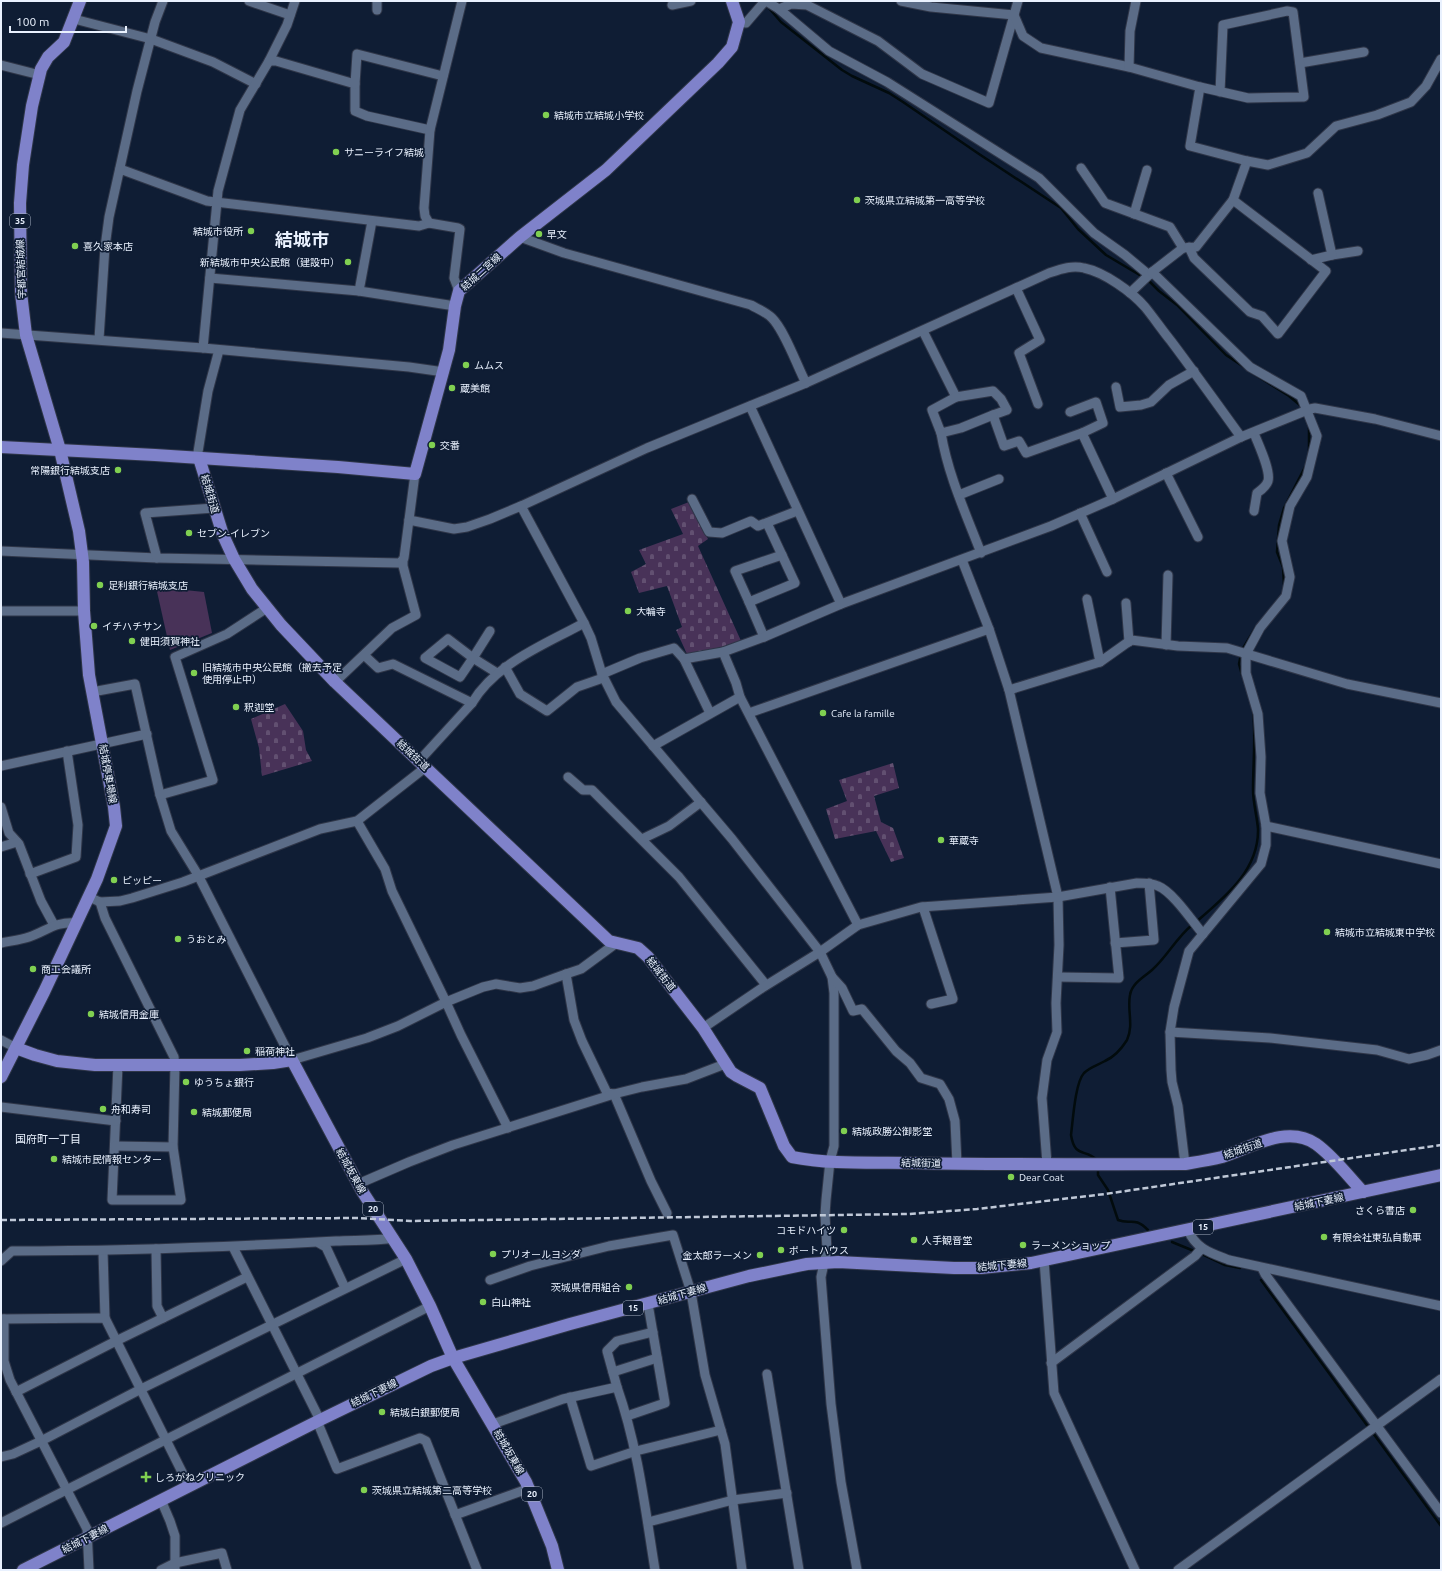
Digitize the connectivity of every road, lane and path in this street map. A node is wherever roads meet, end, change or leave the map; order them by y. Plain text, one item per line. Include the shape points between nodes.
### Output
1 (80, 1) edge
2 (163, 1) edge
3 (249, 1) edge
4 (294, 1) edge
5 (462, 1) edge
6 (691, 1) edge
7 (732, 1) edge
8 (765, 1) edge
9 (901, 1) edge
10 (1018, 1) edge
11 (1136, 1) edge
12 (672, 5) dead end
13 (779, 9) junction
14 (290, 15) junction
15 (1014, 15) junction
16 (74, 19) junction
17 (739, 22) junction
18 (151, 39) junction
19 (1364, 52) dead end
20 (1441, 59) edge
21 (269, 61) junction
22 (1300, 63) junction
23 (1, 65) edge
24 (1129, 67) junction
25 (40, 75) junction
26 (443, 76) junction
27 (256, 84) junction
28 (355, 84) junction
29 (1200, 87) junction
30 (1220, 92) junction
31 (430, 130) junction
32 (1247, 161) junction
33 (1081, 168) dead end
34 (120, 169) junction
35 (1147, 170) dead end
36 (1318, 192) dead end
37 (1234, 200) junction
38 (217, 203) junction
39 (1134, 214) junction
40 (372, 221) junction
41 (429, 224) junction
42 (520, 237) junction
43 (1186, 248) junction
44 (1358, 251) dead end
45 (1332, 254) junction
46 (1311, 260) junction
47 (1150, 273) junction
48 (210, 278) junction
49 (1016, 288) junction
50 (359, 291) junction
51 (459, 291) junction
52 (1130, 294) junction
53 (455, 306) junction
54 (923, 331) junction
55 (1, 333) edge
56 (26, 335) junction
57 (99, 339) junction
58 (203, 348) junction
59 (219, 350) junction
60 (1194, 371) junction
61 (444, 372) junction
62 (806, 383) junction
63 (1116, 387) dead end
64 (956, 397) junction
65 (1038, 404) dead end
66 (750, 406) junction
67 (1306, 411) junction
68 (1070, 412) dead end
69 (993, 415) junction
70 (1254, 432) junction
71 (1082, 433) junction
72 (941, 434) junction
73 (1441, 436) edge
74 (1240, 437) junction
75 (1, 447) edge
76 (60, 450) junction
77 (199, 458) junction
78 (1166, 473) junction
79 (415, 474) junction
80 (999, 479) dead end
81 (959, 495) junction
82 (692, 499) dead end
83 (1113, 499) junction
84 (521, 506) junction
85 (214, 508) junction
86 (797, 511) junction
87 (1254, 511) dead end
88 (1080, 513) junction
89 (409, 520) junction
90 (767, 523) junction
91 (1198, 537) dead end
92 (1, 552) edge
93 (981, 553) junction
94 (83, 555) junction
95 (782, 555) junction
96 (158, 558) junction
97 (234, 559) junction
98 (403, 560) junction
99 (962, 560) junction
100 (1107, 572) dead end
101 (1168, 575) dead end
102 (1087, 599) dead end
103 (749, 602) junction
104 (1126, 603) dead end
105 (841, 604) junction
106 (267, 608) junction
107 (1, 611) edge
108 (84, 611) junction
109 (584, 623) junction
110 (989, 629) junction
111 (490, 631) dead end
112 (764, 637) junction
113 (1129, 642) junction
114 (1166, 645) junction
115 (723, 652) junction
116 (1246, 654) junction
117 (364, 655) junction
118 (473, 658) junction
119 (684, 659) junction
120 (1100, 662) junction
121 (505, 667) junction
122 (497, 673) junction
123 (602, 676) junction
124 (335, 682) junction
125 (1009, 690) junction
126 (92, 692) junction
127 (740, 697) junction
128 (472, 703) junction
129 (1441, 703) edge
130 (749, 713) junction
131 (710, 714) junction
132 (147, 734) junction
133 (103, 743) junction
134 (652, 746) junction
135 (67, 751) junction
136 (423, 764) junction
137 (1, 766) edge
138 (568, 777) dead end
139 (160, 795) junction
140 (701, 802) junction
141 (1, 807) edge
142 (357, 821) junction
143 (1266, 826) junction
144 (642, 839) junction
145 (17, 842) junction
146 (1, 847) edge
147 (1441, 864) edge
148 (30, 874) junction
149 (198, 875) junction
150 (1149, 883) junction
151 (1110, 888) junction
152 (89, 897) junction
153 (1058, 897) junction
154 (100, 902) junction
155 (923, 907) junction
156 (76, 923) junction
157 (54, 925) junction
158 (858, 925) junction
159 (1203, 934) junction
160 (1, 943) edge
161 (1115, 943) junction
162 (615, 944) junction
163 (820, 952) junction
164 (566, 974) junction
165 (832, 977) junction
166 (1058, 977) junction
167 (766, 985) junction
168 (446, 1002) junction
169 (931, 1004) dead end
170 (703, 1028) junction
171 (1170, 1032) junction
172 (1, 1040) edge
173 (16, 1048) junction
174 (1441, 1050) edge
175 (292, 1060) junction
176 (725, 1064) junction
177 (118, 1065) junction
178 (175, 1065) junction
179 (1, 1077) edge
180 (614, 1094) junction
181 (1, 1107) edge
182 (116, 1121) junction
183 (508, 1128) junction
184 (115, 1146) junction
185 (173, 1147) junction
186 (830, 1161) junction
187 (957, 1164) junction
188 (1047, 1164) junction
189 (1185, 1164) junction
190 (1441, 1175) edge
191 (358, 1184) junction
192 (1363, 1192) junction
193 (667, 1213) dead end
194 (1188, 1230) junction
195 (394, 1238) junction
196 (319, 1243) junction
197 (233, 1247) junction
198 (1202, 1248) junction
199 (156, 1249) junction
200 (103, 1251) junction
201 (406, 1259) junction
202 (1044, 1260) junction
203 (1, 1261) edge
204 (824, 1263) junction
205 (1262, 1268) junction
206 (247, 1277) junction
207 (490, 1280) dead end
208 (345, 1288) junction
209 (691, 1292) junction
210 (648, 1304) junction
211 (430, 1306) junction
212 (1441, 1306) edge
213 (105, 1318) junction
214 (163, 1318) junction
215 (2, 1319) edge
216 (272, 1325) junction
217 (653, 1332) junction
218 (116, 1341) junction
219 (453, 1358) junction
220 (657, 1358) junction
221 (1052, 1363) junction
222 (613, 1372) junction
223 (296, 1373) junction
224 (767, 1374) dead end
225 (1441, 1378) edge
226 (617, 1387) junction
227 (141, 1390) junction
228 (16, 1392) junction
229 (570, 1397) junction
230 (627, 1416) junction
231 (318, 1420) junction
232 (493, 1424) junction
233 (1377, 1426) junction
234 (721, 1430) junction
235 (166, 1439) junction
236 (42, 1441) junction
237 (636, 1451) junction
238 (1, 1457) edge
239 (189, 1486) junction
240 (530, 1488) junction
241 (67, 1489) junction
242 (787, 1493) junction
243 (161, 1500) junction
244 (733, 1500) junction
245 (1441, 1513) edge
246 (455, 1515) junction
247 (648, 1522) junction
248 (1, 1523) edge
249 (88, 1537) junction
250 (175, 1566) edge
251 (23, 1570) edge
252 (90, 1570) edge
253 (161, 1570) edge
254 (228, 1570) edge
255 (477, 1570) edge
256 (558, 1570) edge
257 (655, 1570) edge
258 (742, 1570) edge
259 (797, 1570) edge
260 (857, 1570) edge
261 (1135, 1570) edge
262 (1178, 1570) edge

1 - 16 main road, 宇都宮結城線 / 35
2 - 18 street
3 - 14 street
4 - 14 street
5 - 26 street
6 - 12 street
7 - 17 main road
8 - 13 street
8 - 17 street via 746,23
9 - 15 street via 931,7
10 - 15 street
11 - 24 street via 1130,31
13 - 15 street via 791,4 807,5 878,41 922,74 989,103
13 - 47 street via 829,51 887,82 1039,178 1094,233
14 - 21 street
15 - 24 street via 1023,36 1041,48
16 - 18 street
16 - 25 main road, 宇都宮結城線 / 35 via 64,42 46,60
17 - 42 main road, 結城二宮線 via 732,47 718,63 606,170
18 - 27 street via 213,62
18 - 34 street
19 - 22 street
20 - 32 street via 1426,86 1410,102 1377,115 1336,126 1307,153 1268,165
21 - 27 street
21 - 28 street
22 - 30 street via 1304,97 1248,98
22 - 30 street via 1293,12 1287,11 1223,25
23 - 25 street
24 - 29 street
25 - 56 main road, 宇都宮結城線 / 35 via 32,106 20,203 21,293
26 - 28 street via 357,54
26 - 31 street
27 - 38 street via 240,110
28 - 31 street via 355,111
29 - 30 street
29 - 32 street via 1190,146
31 - 41 street via 424,208
32 - 37 street
33 - 39 street via 1105,203
34 - 38 street
34 - 57 street via 105,247
35 - 39 street
36 - 45 street
37 - 43 street via 1196,246
37 - 46 street
38 - 40 street
38 - 48 street
39 - 43 street via 1170,227
40 - 41 street via 419,226
40 - 50 street
41 - 51 street via 460,229 454,278
42 - 51 main road, 結城二宮線
42 - 62 street via 564,253 750,305 766,313 782,332
43 - 46 street via 1250,312 1262,316 1278,334 1326,271
43 - 47 street
44 - 45 street
45 - 46 street
47 - 52 street
47 - 67 street via 1250,367 1301,396
48 - 50 street
48 - 58 street
49 - 52 street via 1049,273 1072,267 1093,270
49 - 54 street
49 - 65 street via 1040,340 1019,353
50 - 53 street
51 - 53 main road, 結城二宮線
52 - 60 street via 1144,306
53 - 61 main road, 結城二宮線 via 450,350
54 - 62 street
54 - 64 street
55 - 56 street
56 - 57 street
56 - 76 main road, 宇都宮結城線 / 35
57 - 58 street
58 - 59 street
59 - 61 street
59 - 77 street via 208,391
60 - 63 street via 1169,386 1151,402 1141,405 1120,407
60 - 74 street
61 - 79 main road, 結城二宮線
62 - 66 street
64 - 69 street via 993,392 1001,399 1007,410
64 - 72 street via 932,410
66 - 84 street via 647,448
66 - 86 street
67 - 70 street
67 - 73 street via 1315,408 1375,419
67 - 116 street via 1316,436 1307,476 1290,506 1282,541 1290,577 1286,596 1260,628
68 - 71 street via 1096,402 1103,423
69 - 71 street via 1004,446 1019,441 1026,453
69 - 72 street
70 - 74 street
70 - 87 street via 1268,473 1268,481 1257,493
71 - 83 street
72 - 81 street via 944,454
74 - 78 street
75 - 76 main road
76 - 77 main road
76 - 94 main road, 結城停車場線
77 - 79 main road
77 - 85 main road, 結城街道
78 - 83 street
78 - 91 street
79 - 89 street
80 - 81 street
81 - 93 street
82 - 90 street via 709,532 722,533 751,522 758,526
83 - 88 street
84 - 89 street via 454,529
84 - 109 street
85 - 96 street via 145,513
85 - 97 main road, 結城街道
86 - 90 street
86 - 105 street
88 - 93 street
88 - 100 street
89 - 98 street
90 - 95 street
92 - 94 street
93 - 99 street
94 - 96 street
94 - 108 main road, 結城停車場線
95 - 103 street via 795,583
95 - 103 street via 735,572
96 - 97 street
97 - 98 street via 400,563
97 - 106 main road, 結城街道 via 245,579
98 - 117 street via 416,615 392,628
99 - 105 street
99 - 110 street
101 - 114 street
102 - 120 street
103 - 112 street
104 - 113 street
105 - 112 street
106 - 124 main road, 結城街道
106 - 139 street via 227,634 175,657 212,780
107 - 108 street
108 - 126 main road, 結城停車場線
109 - 121 street
109 - 123 street
110 - 125 street
110 - 130 street
111 - 118 street
112 - 115 street
113 - 114 street via 1131,640
113 - 120 street
114 - 116 street via 1227,648
115 - 119 street
115 - 127 street
116 - 129 street via 1347,684
116 - 143 street via 1246,673 1258,714 1260,793
117 - 124 street
117 - 128 street via 378,668 394,664
118 - 118 street via 448,639 424,658 460,677
118 - 122 street
119 - 123 street via 674,648 640,658
119 - 131 street
120 - 125 street
121 - 122 street
121 - 123 street via 520,694 547,710 577,687
122 - 128 street
123 - 134 street via 616,702
124 - 136 main road, 結城街道
125 - 153 street
126 - 132 street via 135,684
126 - 133 main road, 結城停車場線
127 - 130 street
127 - 131 street
128 - 136 street
130 - 158 street
131 - 134 street
132 - 133 street
132 - 139 street
133 - 135 street
133 - 152 main road, 結城停車場線 via 116,826
134 - 140 street
135 - 137 street
135 - 148 street via 78,825 76,857
136 - 142 street
136 - 162 main road, 結城街道 via 609,942
138 - 144 street via 583,790 592,790
139 - 149 street via 171,831
140 - 144 street via 669,826
140 - 163 street
141 - 145 street via 10,833
142 - 149 street via 320,829
142 - 168 street via 385,869 392,891
143 - 147 street
143 - 159 street via 1266,845 1261,864
144 - 167 street via 678,877
145 - 146 street
145 - 148 street
148 - 157 street
149 - 154 street via 132,898
149 - 175 street
150 - 151 street
150 - 159 street via 1168,892
150 - 161 street via 1154,940
151 - 153 street
151 - 161 street
152 - 154 street
152 - 156 main road, 結城停車場線
153 - 155 street
153 - 166 street
154 - 178 street via 105,918 174,1057
155 - 158 street
155 - 169 street via 953,999
156 - 157 street
156 - 173 main road, 結城停車場線
157 - 160 street via 29,937
158 - 163 street
159 - 171 street via 1189,952
161 - 166 street via 1119,978
162 - 164 street via 581,969
162 - 170 main road, 結城街道 via 638,948 644,953
163 - 165 street
163 - 167 street
164 - 168 street via 533,986 520,988 496,984 483,987
164 - 180 street via 574,1020 582,1041 607,1093
165 - 186 street via 835,1046 834,1146
165 - 187 street via 842,988 853,1011 862,1009 921,1078 940,1084 949,1098 955,1121
166 - 188 street via 1057,1032 1047,1060 1042,1098
167 - 170 street
168 - 175 street via 367,1038
168 - 183 street
170 - 176 main road, 結城街道
171 - 174 street via 1270,1038 1369,1049 1409,1059
171 - 189 street via 1172,1082 1178,1106
172 - 173 street
173 - 177 main road via 62,1062
173 - 179 main road, 結城停車場線
175 - 178 main road via 267,1064
175 - 191 main road, 結城坂東線 / 20
176 - 180 street via 686,1079
176 - 186 main road, 結城街道 via 731,1072 760,1088 784,1146 792,1157
177 - 178 main road
177 - 182 street
178 - 185 street
180 - 183 street
180 - 193 street
181 - 182 street
182 - 184 street
183 - 191 street via 409,1162
184 - 185 street
184 - 185 street via 112,1200 181,1200
186 - 187 main road, 結城街道
186 - 204 street via 825,1215 827,1250
187 - 188 main road, 結城街道
188 - 189 main road, 結城街道
189 - 192 main road, 結城街道 via 1221,1157 1274,1138 1300,1137 1315,1143 1327,1153
190 - 192 main road, 15
191 - 195 main road, 結城坂東線 / 20
192 - 194 main road, 結城下妻線 / 15
194 - 198 street via 1192,1239
194 - 202 main road, 結城下妻線 / 15
195 - 196 street
195 - 201 main road, 結城坂東線 / 20
196 - 197 street
196 - 208 street via 326,1247
197 - 199 street
197 - 206 street
198 - 205 street via 1229,1260
198 - 221 street via 1195,1256
199 - 200 street
199 - 214 street via 157,1306
200 - 203 street via 12,1250
200 - 213 street
201 - 208 street
201 - 211 main road, 結城坂東線 / 20
202 - 204 main road, 結城下妻線 / 15 via 981,1268
202 - 221 street
204 - 209 main road, 結城下妻線 / 15 via 773,1270
204 - 260 street via 821,1277 831,1404 841,1482
205 - 212 street
205 - 233 street
206 - 214 street
206 - 216 street
207 - 209 street via 530,1266 608,1246 673,1234
208 - 216 street
209 - 210 main road, 結城下妻線 / 15
209 - 234 street via 705,1375
210 - 217 street
210 - 219 main road, 結城下妻線 / 15
211 - 219 main road, 結城坂東線 / 20
211 - 223 street
213 - 215 street
213 - 218 street
214 - 218 street
215 - 228 street via 4,1361
216 - 223 street
216 - 227 street
217 - 220 street
217 - 222 street via 617,1341 607,1351
218 - 227 street
218 - 228 street
219 - 231 main road, 結城下妻線 / 15
219 - 232 main road, 結城坂東線 / 20
220 - 222 street
220 - 230 street via 666,1403
221 - 261 street via 1054,1394
222 - 226 street
223 - 231 street
223 - 235 street
224 - 242 street
225 - 233 street
226 - 229 street
226 - 230 street
227 - 235 street
227 - 236 street
228 - 236 street
229 - 232 street
229 - 237 street via 591,1466
230 - 237 street
231 - 239 main road, 結城下妻線 / 15
231 - 246 street via 337,1469 420,1438 426,1441
232 - 240 main road, 結城坂東線 / 20
233 - 245 street
233 - 262 street
234 - 237 street
234 - 244 street
235 - 239 street
235 - 241 street
236 - 238 street
236 - 241 street
237 - 247 street
239 - 243 main road, 結城下妻線 / 15
240 - 246 street
240 - 256 main road, 結城坂東線 / 20 via 552,1546
241 - 248 street
241 - 249 street via 87,1529
242 - 244 street
242 - 259 street
243 - 249 main road, 結城下妻線 / 15
243 - 250 street via 175,1536
244 - 247 street
244 - 258 street
246 - 255 street
247 - 257 street
249 - 251 main road, 結城下妻線 / 15
249 - 252 street
250 - 253 street
250 - 254 street via 222,1553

※

Match on "結城停車場線" and report each line of the data above that has it.

▸ RESPONSE FOR THIS EXERCISE:
76 - 94 main road, 結城停車場線
94 - 108 main road, 結城停車場線
108 - 126 main road, 結城停車場線
126 - 133 main road, 結城停車場線
133 - 152 main road, 結城停車場線 via 116,826
152 - 156 main road, 結城停車場線
156 - 173 main road, 結城停車場線
173 - 179 main road, 結城停車場線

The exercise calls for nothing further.